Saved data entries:
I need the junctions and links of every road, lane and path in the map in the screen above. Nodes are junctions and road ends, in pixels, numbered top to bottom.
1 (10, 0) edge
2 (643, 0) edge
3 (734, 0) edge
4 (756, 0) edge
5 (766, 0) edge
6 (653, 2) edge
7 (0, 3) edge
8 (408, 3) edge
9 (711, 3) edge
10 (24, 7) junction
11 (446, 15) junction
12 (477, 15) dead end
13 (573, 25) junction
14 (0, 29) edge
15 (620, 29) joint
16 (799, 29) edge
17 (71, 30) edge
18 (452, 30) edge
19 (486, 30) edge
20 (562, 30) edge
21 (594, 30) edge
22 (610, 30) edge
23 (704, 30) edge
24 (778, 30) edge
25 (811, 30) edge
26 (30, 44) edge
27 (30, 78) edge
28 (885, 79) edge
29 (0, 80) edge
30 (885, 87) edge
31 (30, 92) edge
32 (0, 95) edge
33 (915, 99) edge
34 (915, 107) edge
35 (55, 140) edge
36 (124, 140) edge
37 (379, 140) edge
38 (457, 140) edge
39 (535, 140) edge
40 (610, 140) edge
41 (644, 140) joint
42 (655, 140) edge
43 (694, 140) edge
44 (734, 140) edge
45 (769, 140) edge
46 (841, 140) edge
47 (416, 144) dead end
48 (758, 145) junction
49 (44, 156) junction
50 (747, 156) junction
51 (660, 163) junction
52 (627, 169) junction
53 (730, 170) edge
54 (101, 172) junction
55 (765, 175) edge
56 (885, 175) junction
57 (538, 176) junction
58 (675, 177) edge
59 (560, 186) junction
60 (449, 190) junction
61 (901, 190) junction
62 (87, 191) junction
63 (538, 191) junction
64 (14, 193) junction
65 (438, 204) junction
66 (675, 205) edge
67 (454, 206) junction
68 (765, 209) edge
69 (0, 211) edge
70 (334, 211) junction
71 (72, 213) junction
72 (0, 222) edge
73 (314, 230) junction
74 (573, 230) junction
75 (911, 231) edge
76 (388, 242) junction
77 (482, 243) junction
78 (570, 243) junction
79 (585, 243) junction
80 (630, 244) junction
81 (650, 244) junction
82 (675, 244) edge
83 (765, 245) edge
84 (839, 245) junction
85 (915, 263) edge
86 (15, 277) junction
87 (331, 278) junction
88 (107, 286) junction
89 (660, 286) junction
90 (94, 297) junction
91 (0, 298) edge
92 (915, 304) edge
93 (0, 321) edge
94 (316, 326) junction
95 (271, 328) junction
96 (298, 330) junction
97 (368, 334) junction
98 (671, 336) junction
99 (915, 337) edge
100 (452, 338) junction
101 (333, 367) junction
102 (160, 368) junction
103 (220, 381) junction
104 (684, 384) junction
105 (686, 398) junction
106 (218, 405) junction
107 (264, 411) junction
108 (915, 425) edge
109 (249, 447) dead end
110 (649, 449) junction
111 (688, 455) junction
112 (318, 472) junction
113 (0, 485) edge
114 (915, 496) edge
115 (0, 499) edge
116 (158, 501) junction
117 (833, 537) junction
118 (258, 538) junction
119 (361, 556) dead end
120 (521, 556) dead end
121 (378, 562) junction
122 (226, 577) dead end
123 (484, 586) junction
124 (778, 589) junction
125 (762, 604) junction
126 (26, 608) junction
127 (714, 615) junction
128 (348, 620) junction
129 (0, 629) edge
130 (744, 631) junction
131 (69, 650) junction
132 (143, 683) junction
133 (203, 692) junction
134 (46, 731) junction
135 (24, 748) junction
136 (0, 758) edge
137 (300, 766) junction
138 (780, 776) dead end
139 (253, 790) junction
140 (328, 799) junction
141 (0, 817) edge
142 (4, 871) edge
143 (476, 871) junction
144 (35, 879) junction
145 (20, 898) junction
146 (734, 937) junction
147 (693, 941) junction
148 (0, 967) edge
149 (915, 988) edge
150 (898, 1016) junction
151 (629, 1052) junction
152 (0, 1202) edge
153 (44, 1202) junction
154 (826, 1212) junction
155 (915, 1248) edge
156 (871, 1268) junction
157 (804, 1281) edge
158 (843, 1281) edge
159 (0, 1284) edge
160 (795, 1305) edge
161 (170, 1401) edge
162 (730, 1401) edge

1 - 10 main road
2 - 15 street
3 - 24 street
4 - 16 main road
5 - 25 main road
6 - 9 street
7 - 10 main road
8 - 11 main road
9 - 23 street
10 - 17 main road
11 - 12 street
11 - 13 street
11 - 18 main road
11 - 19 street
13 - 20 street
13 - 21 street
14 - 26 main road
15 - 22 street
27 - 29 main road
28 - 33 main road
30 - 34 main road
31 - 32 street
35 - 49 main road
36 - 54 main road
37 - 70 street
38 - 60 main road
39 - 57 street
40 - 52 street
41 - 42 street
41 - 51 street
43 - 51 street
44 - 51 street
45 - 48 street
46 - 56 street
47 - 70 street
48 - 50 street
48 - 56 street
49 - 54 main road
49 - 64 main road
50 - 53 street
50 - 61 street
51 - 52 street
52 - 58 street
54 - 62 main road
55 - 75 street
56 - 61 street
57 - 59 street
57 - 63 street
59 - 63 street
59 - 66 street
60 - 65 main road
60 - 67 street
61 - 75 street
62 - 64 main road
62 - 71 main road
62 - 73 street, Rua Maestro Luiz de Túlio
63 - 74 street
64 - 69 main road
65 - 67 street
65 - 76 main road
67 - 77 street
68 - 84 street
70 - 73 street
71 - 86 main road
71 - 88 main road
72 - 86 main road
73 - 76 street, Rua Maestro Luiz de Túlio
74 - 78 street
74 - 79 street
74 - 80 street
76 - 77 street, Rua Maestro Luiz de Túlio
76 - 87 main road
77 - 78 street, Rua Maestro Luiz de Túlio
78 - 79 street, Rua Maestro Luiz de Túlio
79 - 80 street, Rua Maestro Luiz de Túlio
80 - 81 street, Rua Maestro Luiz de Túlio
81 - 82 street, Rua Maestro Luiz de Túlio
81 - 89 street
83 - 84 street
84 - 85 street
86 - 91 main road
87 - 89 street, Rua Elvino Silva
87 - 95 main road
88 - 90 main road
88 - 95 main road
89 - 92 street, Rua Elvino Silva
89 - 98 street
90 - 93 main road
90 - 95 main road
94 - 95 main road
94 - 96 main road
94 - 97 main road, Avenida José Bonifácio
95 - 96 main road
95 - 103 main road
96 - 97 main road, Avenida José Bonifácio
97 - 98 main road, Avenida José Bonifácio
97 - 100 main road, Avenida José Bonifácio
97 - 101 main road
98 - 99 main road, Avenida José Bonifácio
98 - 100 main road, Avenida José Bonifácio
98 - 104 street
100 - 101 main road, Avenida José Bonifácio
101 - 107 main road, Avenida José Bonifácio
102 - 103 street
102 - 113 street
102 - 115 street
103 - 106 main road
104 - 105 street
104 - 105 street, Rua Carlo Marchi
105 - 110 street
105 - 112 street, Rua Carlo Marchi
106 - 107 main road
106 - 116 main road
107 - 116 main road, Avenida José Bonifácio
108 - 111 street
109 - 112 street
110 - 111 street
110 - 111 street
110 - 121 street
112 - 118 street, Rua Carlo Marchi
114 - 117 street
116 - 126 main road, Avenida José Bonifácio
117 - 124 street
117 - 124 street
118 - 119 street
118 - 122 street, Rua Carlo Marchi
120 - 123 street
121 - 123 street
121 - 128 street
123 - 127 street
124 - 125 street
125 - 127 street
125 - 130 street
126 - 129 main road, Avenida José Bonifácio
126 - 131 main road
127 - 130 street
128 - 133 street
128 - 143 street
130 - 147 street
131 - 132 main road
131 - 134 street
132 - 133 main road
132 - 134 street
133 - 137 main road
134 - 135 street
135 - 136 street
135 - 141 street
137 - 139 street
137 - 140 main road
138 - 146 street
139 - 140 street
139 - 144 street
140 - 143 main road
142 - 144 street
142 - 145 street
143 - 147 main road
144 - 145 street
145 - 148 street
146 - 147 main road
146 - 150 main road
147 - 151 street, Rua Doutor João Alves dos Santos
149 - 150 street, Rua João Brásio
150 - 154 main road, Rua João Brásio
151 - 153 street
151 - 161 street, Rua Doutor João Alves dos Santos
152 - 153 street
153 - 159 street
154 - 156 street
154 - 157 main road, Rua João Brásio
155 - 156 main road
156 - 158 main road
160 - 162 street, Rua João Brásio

*PROBLEM REQUIREMENTS*:
Track down every line in the entries that includes the string "Silva", and copy it.

*SOLUTION FOR THIS EXERCISE*:
87 - 89 street, Rua Elvino Silva
89 - 92 street, Rua Elvino Silva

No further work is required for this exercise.